1. Quando un tipo di trattamento, considerati la natura, l'oggetto, il contesto e le finalità del trattamento e l’utilizzo di nuove tecnologie, può presentare un rischio elevato per i diritti e le libertà delle persone fisiche, il Responsabile interno effettua, prima di procedere al trattamento, la valutazione dell'impatto sulla protezione dei dati personali. Il RPD  fornisce, se richiesto, un parere in merito alla valutazione d’impatto sulla protezione dei dati e ne sorveglia lo svolgimento ai sensi dell’art. 35 del Regolamento UE.

2. È possibile condurre una singola valutazione di impatto per un insieme di trattamenti simili che presentano rischi elevati analoghi.
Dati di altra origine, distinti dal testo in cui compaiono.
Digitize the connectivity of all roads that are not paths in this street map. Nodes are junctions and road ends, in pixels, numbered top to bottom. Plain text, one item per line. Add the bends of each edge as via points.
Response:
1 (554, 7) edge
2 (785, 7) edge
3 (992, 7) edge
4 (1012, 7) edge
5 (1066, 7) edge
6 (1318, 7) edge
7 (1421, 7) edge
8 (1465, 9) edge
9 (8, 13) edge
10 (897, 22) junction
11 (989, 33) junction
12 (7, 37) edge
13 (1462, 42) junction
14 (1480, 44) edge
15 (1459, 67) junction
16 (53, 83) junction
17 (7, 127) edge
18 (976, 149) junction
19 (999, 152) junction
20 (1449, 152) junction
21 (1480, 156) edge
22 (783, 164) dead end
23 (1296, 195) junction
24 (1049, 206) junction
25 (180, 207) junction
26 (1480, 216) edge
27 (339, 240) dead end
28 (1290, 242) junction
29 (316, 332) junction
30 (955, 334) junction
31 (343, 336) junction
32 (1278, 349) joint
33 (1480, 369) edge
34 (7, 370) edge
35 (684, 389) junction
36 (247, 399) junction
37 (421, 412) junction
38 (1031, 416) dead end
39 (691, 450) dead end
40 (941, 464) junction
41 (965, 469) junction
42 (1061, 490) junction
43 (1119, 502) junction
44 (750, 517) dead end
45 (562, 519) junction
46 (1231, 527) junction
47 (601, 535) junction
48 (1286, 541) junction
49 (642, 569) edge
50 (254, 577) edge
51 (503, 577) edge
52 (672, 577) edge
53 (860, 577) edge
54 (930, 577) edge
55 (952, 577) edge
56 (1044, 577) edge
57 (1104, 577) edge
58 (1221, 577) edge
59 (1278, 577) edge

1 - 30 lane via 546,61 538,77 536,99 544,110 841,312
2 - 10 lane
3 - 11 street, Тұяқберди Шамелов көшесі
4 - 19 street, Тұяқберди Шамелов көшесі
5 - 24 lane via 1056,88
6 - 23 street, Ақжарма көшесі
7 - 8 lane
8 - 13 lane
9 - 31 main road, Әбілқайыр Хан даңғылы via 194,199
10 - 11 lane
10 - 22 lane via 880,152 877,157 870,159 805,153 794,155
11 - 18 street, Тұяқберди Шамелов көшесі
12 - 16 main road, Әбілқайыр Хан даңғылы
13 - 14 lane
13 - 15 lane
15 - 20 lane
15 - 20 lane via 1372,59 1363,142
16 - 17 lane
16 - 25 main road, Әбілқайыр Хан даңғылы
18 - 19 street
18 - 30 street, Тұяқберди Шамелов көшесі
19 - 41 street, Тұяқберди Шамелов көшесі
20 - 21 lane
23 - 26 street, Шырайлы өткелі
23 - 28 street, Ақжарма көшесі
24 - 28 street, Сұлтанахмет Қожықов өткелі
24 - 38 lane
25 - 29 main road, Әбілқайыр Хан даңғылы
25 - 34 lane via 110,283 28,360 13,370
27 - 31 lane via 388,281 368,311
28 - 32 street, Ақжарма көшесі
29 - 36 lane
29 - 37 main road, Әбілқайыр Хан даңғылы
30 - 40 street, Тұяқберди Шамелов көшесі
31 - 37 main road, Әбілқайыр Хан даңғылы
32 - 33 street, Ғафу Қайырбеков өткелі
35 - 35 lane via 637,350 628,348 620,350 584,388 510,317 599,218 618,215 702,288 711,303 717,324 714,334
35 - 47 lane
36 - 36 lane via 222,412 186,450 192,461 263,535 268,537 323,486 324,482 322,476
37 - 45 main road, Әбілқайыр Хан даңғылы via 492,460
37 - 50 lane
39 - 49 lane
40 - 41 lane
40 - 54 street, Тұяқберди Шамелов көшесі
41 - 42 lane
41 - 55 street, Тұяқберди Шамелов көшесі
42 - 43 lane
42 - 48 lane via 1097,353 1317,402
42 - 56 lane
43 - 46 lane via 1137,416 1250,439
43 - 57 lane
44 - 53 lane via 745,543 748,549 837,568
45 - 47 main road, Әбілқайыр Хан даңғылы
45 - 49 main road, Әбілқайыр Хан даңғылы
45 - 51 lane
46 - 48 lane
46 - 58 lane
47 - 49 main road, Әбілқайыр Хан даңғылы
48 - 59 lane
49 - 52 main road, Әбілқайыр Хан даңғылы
3. La valutazione d'impatto sulla protezione dei dati è obbligatoria nei casi seguenti:

a) una valutazione sistematica e globale di aspetti personali relativi a persone fisiche, basata su un trattamento automatizzato, compresa la profilazione, e sulla quale si fondano decisioni che hanno effetti giuridici o incidono in modo analogo significativamente su dette persone fisiche;

b) il trattamento, su larga scala, di categorie particolari di dati personali quali: l’origine razziale o etnica, le opinioni politiche, le convinzioni religiose o filosofiche, o l’appartenenza sindacale, nonché il trattamento di dati genetici, dati biometrici intesi a identificare in modo univoco una persona fisica, dati relativi alla salute o alla vita sessuale o all’orientamento sessuale della persona, dati relativi a condanne penali e a reati;

c) la sorveglianza sistematica su larga scala di una zona accessibile al pubblico (videosorveglianza);

4. Il Responsabile interno o suo referente si consulta con il RPD anche per assumere la decisione di effettuare o meno la valutazione d’impatto. Tale consultazione e le conseguenti decisioni assunte dal Responsabile interno o suo referente devono essere documentate nell’ambito della valutazione d’impatto. Il Responsabile interno o suo referente è tenuto a documentare le motivazioni nel caso adotti condotte difformi da quelle raccomandate dal RPD.

5. Il Responsabile per la transizione digitale fornisce supporto al RPD per lo svolgimento della valutazione di impatto privacy.

6. L’Università, per il tramite del RPD, consulta il Garante per la Protezione dei dati personali prima di procedere al trattamento se le risultanze della valutazione di impatto (DPIA) condotta indicano l’esistenza di un rischio residuale elevato.

7. L’Università, per il tramite del RPD, consulta il Garante per la Protezione dei dati personali anche nei casi in cui la vigente legislazione stabilisce l’obbligo di consultare e/o ottenere la previa autorizzazione della medesima autorità, per trattamenti svolti per l’esecuzione di compiti di interesse pubblico, fra cui i trattamenti connessi alla protezione sociale ed alla sanità pubblica. In particolare, la consultazione è obbligatoria ove non sia necessario il consenso per il trattamento dei dati relativi alla salute, a fini di ricerca scientifica in campo medico, biomedico o epidemiologico.